Le BOFIP reprend par ailleurs « lorsque l'assuré n'est pas décédé, le régime fiscal de l'assurance-vie prévu à l'article 757 B du CGI ou à l'article 990 I du CGI ne s'applique pas. Il en résulte que la valeur de rachat de tout contrat non dénoué est soumise aux droits de succession dans les conditions de droit commun. En particulier, lorsque le contrat a été souscrit avec des fonds communs […], la valeur du contrat doit être portée à l'actif de la communauté. La masse de la succession est ainsi augmentée de la moitié de la valeur de rachat du contrat d'assurance-vie. »

Ce raisonnement aboutit à augmenter l’actif taxable au premier décès. Les héritiers non exonérés se voient ainsi taxés sur la moitié de la valeur de rachat d’un contrat d’assurance vie non dénoué et n’ayant par suite donné lieu à aucun versement de capitaux décès. Il peut en résulter une double taxation (au premier décès et au second décès).

Cette solution n’est pas applicable lorsque le contrat est dénoué au premier décès, c’est-à-dire quand l’évènement assuré intervient au premier décès (notamment lorsqu’un contrat co-souscritprévoit d’assurer le premier décès de Monsieur ou de Madame).
Afin d’éviter la réintégration à l’actif successoral de la moitié de la valeur de rachat des contrats d’assurance-vie non dénoués, il est souvent conseillé aux souscripteurs concernés d’adjoindre à leur régime une clause de préciput ou d’adopter un régime de communauté universelle avec attribution intégrale.
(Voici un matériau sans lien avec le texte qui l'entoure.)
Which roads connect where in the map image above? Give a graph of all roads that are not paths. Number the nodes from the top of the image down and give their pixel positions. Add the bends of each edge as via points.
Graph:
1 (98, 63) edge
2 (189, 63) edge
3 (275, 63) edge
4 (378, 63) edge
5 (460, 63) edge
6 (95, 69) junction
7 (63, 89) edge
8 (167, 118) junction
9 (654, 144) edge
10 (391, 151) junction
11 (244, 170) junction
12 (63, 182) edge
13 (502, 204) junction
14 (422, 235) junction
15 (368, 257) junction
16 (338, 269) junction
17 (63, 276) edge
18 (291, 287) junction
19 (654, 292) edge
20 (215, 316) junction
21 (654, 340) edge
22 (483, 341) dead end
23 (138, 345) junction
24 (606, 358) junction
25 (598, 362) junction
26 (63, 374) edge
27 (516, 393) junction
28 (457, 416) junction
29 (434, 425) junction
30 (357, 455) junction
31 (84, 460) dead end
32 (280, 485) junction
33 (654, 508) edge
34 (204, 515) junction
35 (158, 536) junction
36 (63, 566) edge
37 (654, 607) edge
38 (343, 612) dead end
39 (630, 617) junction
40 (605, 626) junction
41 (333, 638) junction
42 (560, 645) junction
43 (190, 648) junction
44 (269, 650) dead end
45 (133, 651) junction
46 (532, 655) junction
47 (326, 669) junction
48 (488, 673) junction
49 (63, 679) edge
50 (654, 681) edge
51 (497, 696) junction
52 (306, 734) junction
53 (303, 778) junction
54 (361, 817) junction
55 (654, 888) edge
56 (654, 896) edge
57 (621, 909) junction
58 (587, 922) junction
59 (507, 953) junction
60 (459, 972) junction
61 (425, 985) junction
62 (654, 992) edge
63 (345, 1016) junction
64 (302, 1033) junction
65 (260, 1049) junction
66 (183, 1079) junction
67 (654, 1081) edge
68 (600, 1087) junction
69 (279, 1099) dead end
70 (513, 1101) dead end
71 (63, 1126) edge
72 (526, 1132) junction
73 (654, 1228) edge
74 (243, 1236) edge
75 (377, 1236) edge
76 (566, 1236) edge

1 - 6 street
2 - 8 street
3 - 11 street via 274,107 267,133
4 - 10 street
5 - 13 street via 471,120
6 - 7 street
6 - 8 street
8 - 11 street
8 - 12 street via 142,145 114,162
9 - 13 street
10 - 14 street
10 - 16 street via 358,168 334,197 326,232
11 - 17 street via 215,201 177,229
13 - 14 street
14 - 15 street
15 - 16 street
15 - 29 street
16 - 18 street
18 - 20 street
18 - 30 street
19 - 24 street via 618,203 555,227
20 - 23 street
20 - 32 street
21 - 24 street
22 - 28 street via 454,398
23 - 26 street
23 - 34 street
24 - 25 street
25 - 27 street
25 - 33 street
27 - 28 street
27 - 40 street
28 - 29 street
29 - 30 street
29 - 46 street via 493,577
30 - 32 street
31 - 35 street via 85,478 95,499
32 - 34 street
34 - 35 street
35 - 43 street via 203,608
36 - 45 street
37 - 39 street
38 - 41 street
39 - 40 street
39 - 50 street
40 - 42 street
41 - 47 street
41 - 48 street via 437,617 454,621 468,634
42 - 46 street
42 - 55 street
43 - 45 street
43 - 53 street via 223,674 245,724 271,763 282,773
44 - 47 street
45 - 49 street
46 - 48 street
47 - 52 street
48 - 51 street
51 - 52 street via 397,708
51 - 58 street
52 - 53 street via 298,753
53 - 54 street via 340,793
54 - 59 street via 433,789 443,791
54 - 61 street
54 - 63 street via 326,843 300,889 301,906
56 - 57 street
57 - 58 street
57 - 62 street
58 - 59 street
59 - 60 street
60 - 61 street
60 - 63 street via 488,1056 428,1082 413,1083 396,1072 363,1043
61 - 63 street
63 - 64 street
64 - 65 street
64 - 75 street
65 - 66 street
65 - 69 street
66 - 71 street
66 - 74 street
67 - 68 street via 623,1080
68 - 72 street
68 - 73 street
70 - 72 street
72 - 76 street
Le Ministre des Finances annonce un changement de doctrine

Dans un communiqué de presse du 12 janvier 2016 intitulé « Changement de doctrine fiscale sur les successions sur contrats d’assurance-vie dans un couple », le ministre des Finances et des Comptes publics adécidé de revenir sur la solution détaillée ci-dessus pour les contrats d’assurance vie non dénoués souscritspar des époux communs en biens : « Depuis 2010, pour un contrat d’assurance-vie souscrit dans un couple ayant opté pour le régime de la communauté, les enfants devaient acquitter des droits de succession au décès du premier époux, sans pour autant pouvoir bénéficier du contrat d’assurance vie. Désormais, le décès du premier époux sera neutre fiscalement pour les successeurs, notamment les enfants, les conjoints étant déjà exonérés. Ils ne seront imposés sur le contrat d’assurance-vie qu’au décès du second époux et n’auront donc pas à payer de droits de succession dès le décès du premier époux sur un contrat non dénoué. Cette mesure bénéficiera à de nombreux épargnants et à leurs successeurs. »Le risque de double taxation est ainsi évité.

Ce revirement (fiscal) de l’administration est important et concerne de nombreuses personnes. Le BOFIP devrait être rapidement mis à jour.